2009-05-03
Ich schwitze öffentlich
Ich „sitze in der U-Bahn und vermeide den Blick nach unten. Kinnabwärts befindet sich eine Fremde: Ein Rock im zartesten aller knalligen Rots, ein schlichtes T-Shirt im angepasstesten aller politischen Lilas. Die Schuhe sind grundsolide nicht der Rede wert. Nach dem gestrigen Debakel bin ich auf der Suche nach weiteren Standbeinen.
Ich bin also auf Jobsuche.
Da trifft es sich gut, dass eine Firma, bei der ich mich nur aus Jux beworben habe und um herauszufinden, wie die Aktie momentan steht - meine Aktie, meine ich -, sich tatsächlich zurück gemeldet hat. Ich bin vorgeladen. Ich bin frisch geduscht und mit dezentem Parfüm und einer professionellen Bewerbungsmappe bewaffnet. Abgesehen davon schwitze ich hochsommerlich und weiß nicht, wie lange ich noch bis zum Zielort brauche. Mein Vorstellungsgespräch beginnt jetzt. Leider kann ich nicht anrufen und mich für meine Verspätung entschuldigen, mein Handybetreiber sah sich aufgrund meiner Zahlungssäumigkeit in seiner Kooperationsbereitschaft provoziert.
Ich verlasse die U-Bahn und finde ermutigend schnell die Bushaltestelle der Vorortlinie, die mich tiefer in den mir unbekannten Stadtteil bringen soll. Der Bus wird in zwei Minuten kommen, das gibt mir Zeit, um auf dem Plan die Lage auszuloten. Den Straßennamen weiß ich, die Hausnummer auch. Ich verschwende keinen Gedanken an mein Dilemma: Die Wahrheit ist, ich weiß nicht mehr, für welchen Job ich mich beworben habe. Beim Abschicken der Bewerbung war es mir nicht besonders ernst mit meiner Jobsuche. Jetzt hat mich der Ernst des Lebens von hinten überholt. Ich würde fast alles machen. Ich habe Hunger.
Der Zuständigen für Human Resources kann man keine Verärgerung über 35 Minuten Verspätung anmerken. Sie hat entweder ein gutes Pokerface oder ist das Warten gewöhnt. Die Firma ist wirklich weit draußen. Was seinen Durchmesser betrifft, ist Wien auf jeden Fall großstadttauglich.
Geschäftig befüllt sie ein Datenblatt mit Informationen über mich. Ich beschließe, im Gespräch nicht allzu sehr auf Pünktlichkeit als Kernkompetenz zu bestehen.

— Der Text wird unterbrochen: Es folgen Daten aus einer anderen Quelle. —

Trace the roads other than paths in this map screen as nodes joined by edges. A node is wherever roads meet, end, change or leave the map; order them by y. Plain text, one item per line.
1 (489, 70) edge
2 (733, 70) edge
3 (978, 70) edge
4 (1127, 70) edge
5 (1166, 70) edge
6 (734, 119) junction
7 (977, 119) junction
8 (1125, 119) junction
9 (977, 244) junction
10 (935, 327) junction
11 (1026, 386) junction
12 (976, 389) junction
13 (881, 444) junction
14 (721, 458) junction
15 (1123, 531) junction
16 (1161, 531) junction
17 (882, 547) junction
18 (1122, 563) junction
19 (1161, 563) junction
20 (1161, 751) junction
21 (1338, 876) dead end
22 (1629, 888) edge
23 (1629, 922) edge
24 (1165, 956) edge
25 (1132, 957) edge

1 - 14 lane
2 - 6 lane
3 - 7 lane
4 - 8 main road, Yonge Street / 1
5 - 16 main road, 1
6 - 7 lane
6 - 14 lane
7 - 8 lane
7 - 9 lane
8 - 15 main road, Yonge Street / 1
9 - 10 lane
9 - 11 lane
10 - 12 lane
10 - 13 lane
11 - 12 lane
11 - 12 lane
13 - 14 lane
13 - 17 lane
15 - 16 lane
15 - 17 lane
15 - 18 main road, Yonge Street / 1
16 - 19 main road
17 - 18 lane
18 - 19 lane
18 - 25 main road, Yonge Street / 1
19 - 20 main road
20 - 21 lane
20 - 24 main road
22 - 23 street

Die Frage nach meinen Vorstellungen und Ambitionen beantworte ich ausweichend. Es wäre alles in allem doch eine Hilfe zu wissen, für welche Position in welchem Arbeitsbereich ich mich so gerne zur Verfügung stellen würde.
Ein Computer lässt sich mit einem Fragebogen füttern, der scheinbar irgendetwas über mich, meine Persönlichkeit und meine versteckten und unterdrückten Tendenzen weiß. Er spuckt ein Profil aus, in dem ich mich nicht wirklich wiedererkenne. Der Computer hält mich für eine Pedantin ohne Phantasie und Teamgeist. Mein Karma zeigt dem Computer in schneller Folge einen Vogel und den Stinkefinger. Ich muss lachen, bin aber gar nicht so empört. Ich habe momentan den Verdacht, dass eine Pedantin bessere Chancen auf dem Arbeitsmarkt hat.
Die Zuständige für Human Resources grinst mich von der Seite an. Sie kann Gedanken lesen. Sie scheint mich außerdem zu mögen. Einen Job hat sie deshalb noch nicht für mich.
Ich übersetze mir ihre neutral bedauernde Absage: Keine Dreadlocks bitte, und gedecktes Rot ist immer noch kein Dunkelblau. Es könnte aber auch heißen: Solange Sie selbst nicht wissen, was Sie wollen, kann ich nichts für Sie tun. Oder: Kommen Sie das nächste Mal doch bitte pünktlich.
Ich verlasse das Büro und konsultiere meinen Palm für Plan 13. Meine Verspätung rächt sich gleich noch einmal: Ich werde es zur nächsten Joghurtausgabe nicht mehr schaffen. Der Tag kotzt mich an. Ich überdenke die Lage und rette mich zu einem Altarm. Donauweib, ich komm dir huldigen!
Schon wieder. Vielleicht kann ich ein paar Algen schlucken, soll ja gesund sein.